Evaluations

MSAF includes the standard evaluation metrics used in MIREX. Here we describe how to evaluate the algorithms’ results and discuss each of these metrics, classified based on the subtask they aim to assess.

These metrics are computed using the external and fantastic framework mir_eval.

How To Evaluate Results

The module eval.py contains the following process function that can be called once the desired algorithms have been run on a single file or dataset:

Evaluates the estimated results of the Segmentation dataset against the ground truth (human annotated data).

process(in_path[, boundaries_id, labels_id, ...]) Main process to evaluate algorithms’ results.
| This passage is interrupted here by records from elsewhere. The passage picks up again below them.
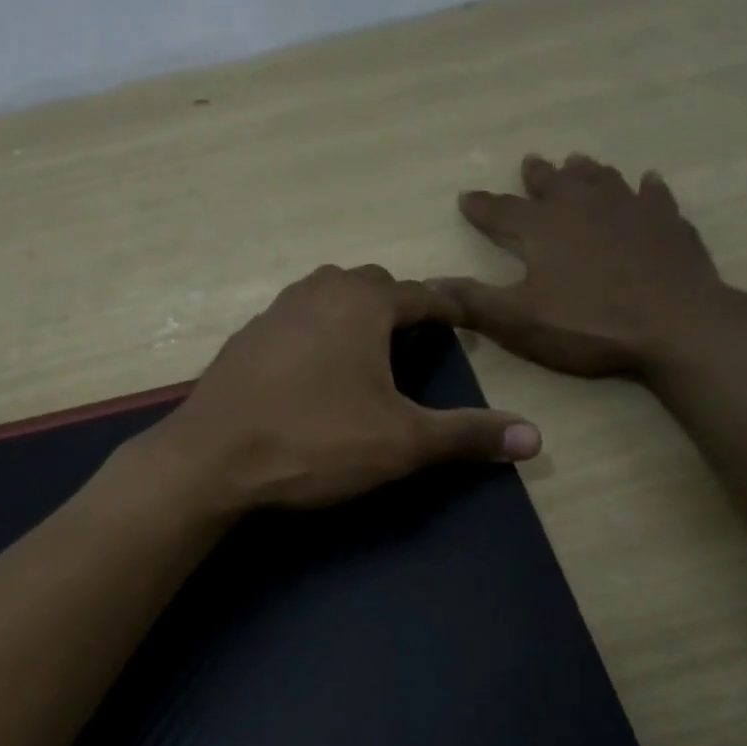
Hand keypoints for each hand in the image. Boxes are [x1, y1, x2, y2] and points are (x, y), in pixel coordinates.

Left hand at [137, 265, 541, 511]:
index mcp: (362, 302)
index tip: (465, 324)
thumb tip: (536, 438)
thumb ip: (466, 436)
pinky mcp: (243, 342)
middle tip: (415, 344)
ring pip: (327, 298)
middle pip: (372, 285)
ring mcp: (272, 314)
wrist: (210, 460)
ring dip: (352, 317)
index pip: (421, 295)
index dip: (448, 310)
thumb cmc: (315, 442)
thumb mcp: (401, 443)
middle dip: (398, 308)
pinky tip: (313, 376)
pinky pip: (293, 325)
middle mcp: (316, 291)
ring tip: (368, 357)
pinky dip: (315, 337)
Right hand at [435, 153, 746, 379]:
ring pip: (602, 180)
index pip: (502, 212)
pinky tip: (647, 182)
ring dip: (587, 171)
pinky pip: (653, 196)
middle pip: (555, 185)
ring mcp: (630, 210)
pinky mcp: (668, 223)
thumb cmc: (589, 325)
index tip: (466, 196)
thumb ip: (473, 302)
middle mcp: (583, 208)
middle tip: (531, 162)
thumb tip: (428, 285)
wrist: (675, 324)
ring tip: (578, 160)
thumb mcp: (519, 321)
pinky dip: (645, 188)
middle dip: (538, 176)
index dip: (482, 206)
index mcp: (543, 230)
The return value of this function is a dictionary (or a list of dictionaries, in case of collection mode) containing all of the available metrics for the evaluated subtask(s). The keys to this dictionary, with a description of each metric are found below.

Boundary Metrics

Boundary Metric Description
D Information Gain
DevE2R Median Deviation from Estimation to Reference
DevR2E Median Deviation from Reference to Estimation
DevtE2R Median Deviation from Estimation to Reference without first and last boundaries (trimmed)
DevtR2E Median Deviation from Reference to Estimation without first and last boundaries (trimmed)
HitRate_0.5F Hit Rate F-measure using 0.5 seconds window
HitRate_0.5P Hit Rate Precision using 0.5 seconds window
HitRate_0.5R Hit Rate Recall using 0.5 seconds window
HitRate_3F Hit Rate F-measure using 3 seconds window
HitRate_3P Hit Rate Precision using 3 seconds window
HitRate_3R Hit Rate Recall using 3 seconds window
HitRate_t0.5F Hit Rate F-measure using 0.5 seconds window without first and last boundaries (trimmed)
HitRate_t0.5P Hit Rate Precision using 0.5 seconds window without first and last boundaries (trimmed)
HitRate_t0.5R Hit Rate Recall using 0.5 seconds window without first and last boundaries (trimmed)
HitRate_t3F Hit Rate F-measure using 3 seconds window without first and last boundaries (trimmed)
HitRate_t3P Hit Rate Precision using 3 seconds window without first and last boundaries (trimmed)
HitRate_t3R Hit Rate Recall using 3 seconds window without first and last boundaries (trimmed)
t_measure10 T-Measures F-measure at 10 seconds window
t_precision10 T-Measures Precision at 10 seconds window
t_recall10 T-Measures Recall at 10 seconds window
t_measure15 T-Measures F-measure at 15 seconds window
t_precision15 T-Measures Precision at 15 seconds window
t_recall15 T-Measures Recall at 15 seconds window

Label Metrics

Label Metric Description
PWF Pairwise Frame Clustering F-measure
PWP Pairwise Frame Clustering Precision
PWR Pairwise Frame Clustering Recall
Sf Normalized Entropy Scores F-measure
So Normalized Entropy Scores Precision
Su Normalized Entropy Scores Recall